Using not, yet, proposed features which may become part of a future revision of the C++ standard may always provide facilities which result in a better design for pretty much anything. There is no current task implementation and certainly none which promises ABI stability. Assuming a corresponding language change gets proposed reasonably early for the next cycle, implementations can take it into account for possibly improving the interface without the need to break ABI. The shape of the envisioned language change is unknown but most likely it is an extension which hopefully integrates with the existing design. The functionality to use co_yield would, however, continue to exist until it eventually gets deprecated and removed (assuming a better alternative emerges).

3.5.11 There Is No Hook To Capture/Restore TLS

This concern is the only one I was aware of for a few weeks prior to the Sofia meeting. I believe the necessary functionality can be implemented although it is possibly harder to do than with more direct support. The concern raised is that existing code accesses thread local storage (TLS) to store context information. When a co_await actually suspends it is possible that a different task running on the same thread replaces used TLS data or the task gets resumed on a different thread of a thread pool. In that case it is necessary to capture the TLS variables prior to suspending and restoring them prior to resuming the coroutine. There is currently no sepcial way to actually do that.

The sender/receiver approach to propagating context information isn’t using TLS but rather the environments accessed via the receiver. However, existing software does use TLS and at least for a migration period corresponding support may be necessary. One way to implement this functionality is using a scheduler adapter with a customised affine_on algorithm:

Support for optionally capturing some state before starting a child operation and restoring the captured started before resuming could be added to the task, avoiding the need to use custom scheduling. Doing so would yield a nicer and easier to use interface. In environments where TLS is currently used and developers move to an asynchronous model, failure to capture and restore data in TLS is a likely source of errors. However, it will be necessary to specify what data needs to be stored, i.e., the problems can’t be automatically avoided.

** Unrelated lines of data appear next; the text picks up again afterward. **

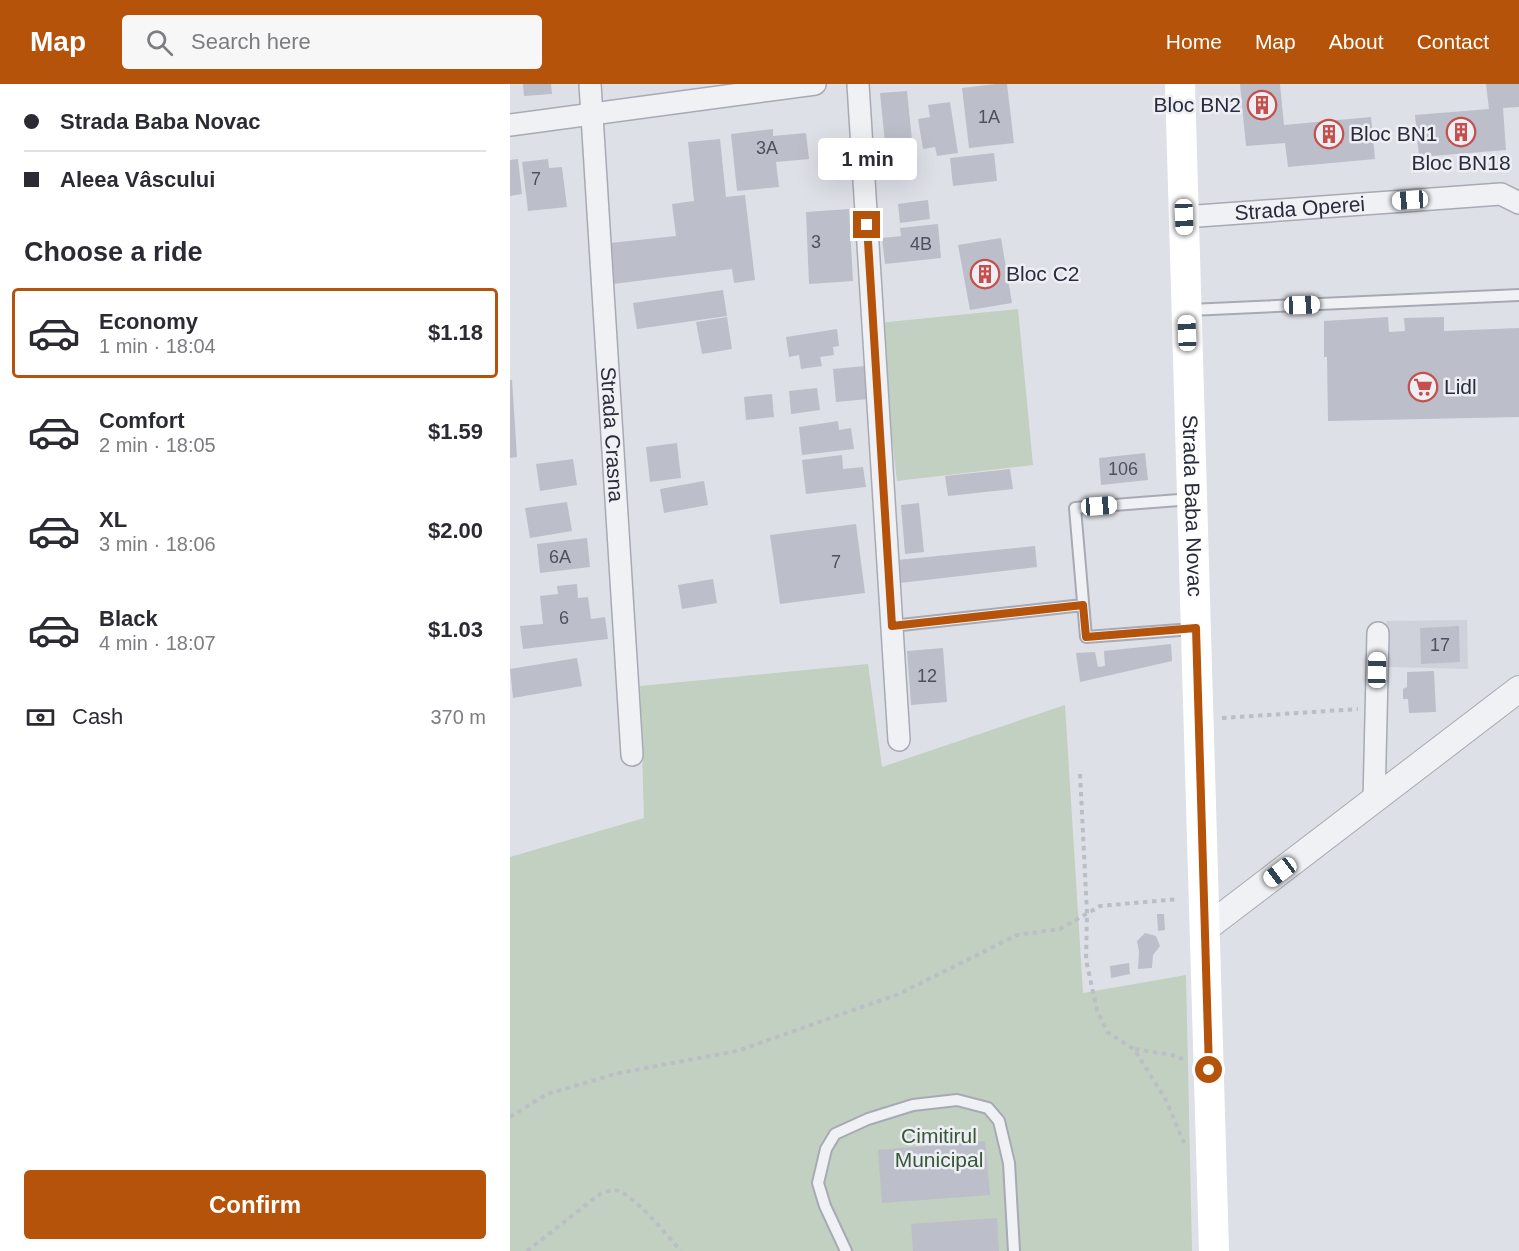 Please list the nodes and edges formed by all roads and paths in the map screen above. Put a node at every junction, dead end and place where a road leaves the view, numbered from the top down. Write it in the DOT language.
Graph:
graph roads {
  1 [pos="590,84"];
  2 [pos="815,84"];
  3 [pos="858,84"];
  4 [pos="1180,84"];
  5 [pos="591,114"];
  6 [pos="510,125"];
  7 [pos="1519,203"];
  8 [pos="1184,217"];
  9 [pos="1519,295"];
  10 [pos="1186,310"];
  11 [pos="1192,499"];
  12 [pos="1083,605"];
  13 [pos="892,626"];
  14 [pos="1196,628"];
  15 [pos="1378,633"];
  16 [pos="1519,689"];
  17 [pos="1377,708"];
  18 [pos="1198,720"];
  19 [pos="900,740"];
  20 [pos="632,755"];
  21 [pos="1080,774"];
  22 [pos="1374,801"];
  23 [pos="1203,897"];
  24 [pos="1087,913"];
  25 [pos="1205,929"];
  26 [pos="1134,1049"];
  27 [pos="1209,1070"];
  28 [pos="510,1118"];
  29 [pos="1187,1150"];
  30 [pos="527,1251"];
  31 [pos="681,1251"];
  32 [pos="846,1251"];
  33 [pos="1014,1251"];
  34 [pos="1214,1251"];
  1 -- 5 [label="street, Strada Crasna"];
  2 -- 5 [label="street"];
  3 -- 13 [label="street"];
  4 -- 8 [label="main road, Strada Baba Novac"];
  5 -- 6 [label="street"];
  5 -- 20 [label="street, Strada Crasna"];
  7 -- 8 [label="street, Strada Operei"];
  8 -- 10 [label="main road, Strada Baba Novac"];
  9 -- 10 [label="lane"];
  10 -- 11 [label="main road, Strada Baba Novac"];
  11 -- 12 [label="lane"];
  11 -- 14 [label="main road, Strada Baba Novac"];
  12 -- 13 [label="lane"];
  12 -- 14 [label="lane"];
  13 -- 19 [label="street"];
  14 -- 18 [label="main road, Strada Baba Novac"];
  15 -- 17 [label="street"];
  16 -- 22 [label="street"];
  17 -- 18 [label="path"];
  17 -- 22 [label="street"];
  18 -- 23 [label="main road, Strada Baba Novac"];
  21 -- 24 [label="path"];
  22 -- 25 [label="street"];
  23 -- 24 [label="path"];
  23 -- 25 [label="main road, Strada Baba Novac"];
  24 -- 26 [label="path"];
  24 -- 28 [label="path"];
  25 -- 27 [label="main road, Strada Baba Novac"];
  26 -- 27 [label="path"];
  26 -- 29 [label="path"];
  27 -- 34 [label="main road, Strada Baba Novac"];
  30 -- 31 [label="path"];
  32 -- 33 [label="lane"];
}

3.5.12 return_value And return_void Have No Specification

The functions return_value and return_void declared for the task<...>::promise_type in [task.promise] (only one of them is present in a given promise_type) are entirely missing from the specification. To fix this problem the specifications need to be added:

void return_void();                 // present only if is_void_v<T> is true;

x Effects: does nothing.

template<class V>
  void return_value(V&& value);     // present only if is_void_v<T> is false;

x+1 Effects: Equivalent to result.emplace(std::forward(value));

3.5.13 Consider Supporting co_return { args… };

The current declaration of return_value in the promise_type specifies the function without a default type for the template parameter:

template <class V>
void return_value(V&& value); // present only if is_void<T> is false

As a result it isn’t possible to use aggregate initialisation without mentioning the type. For example, the following code isn’t valid:

struct aggregate { int value{0} };
[]() -> task<aggregate, std::env<>> { co_return {}; };
[]() -> task<aggregate, std::env<>> { co_return { 42 }; };

To better match the normal functions, the template parameter should be defaulted which would make the code above valid:

template <class V = T>
void return_value(V&& value); // present only if is_void<T> is false

There isn’t anything broken with the specification but adding the default type improves usability. If necessary, this change can be applied in a future revision of the standard. It would be nice to fix it for C++26.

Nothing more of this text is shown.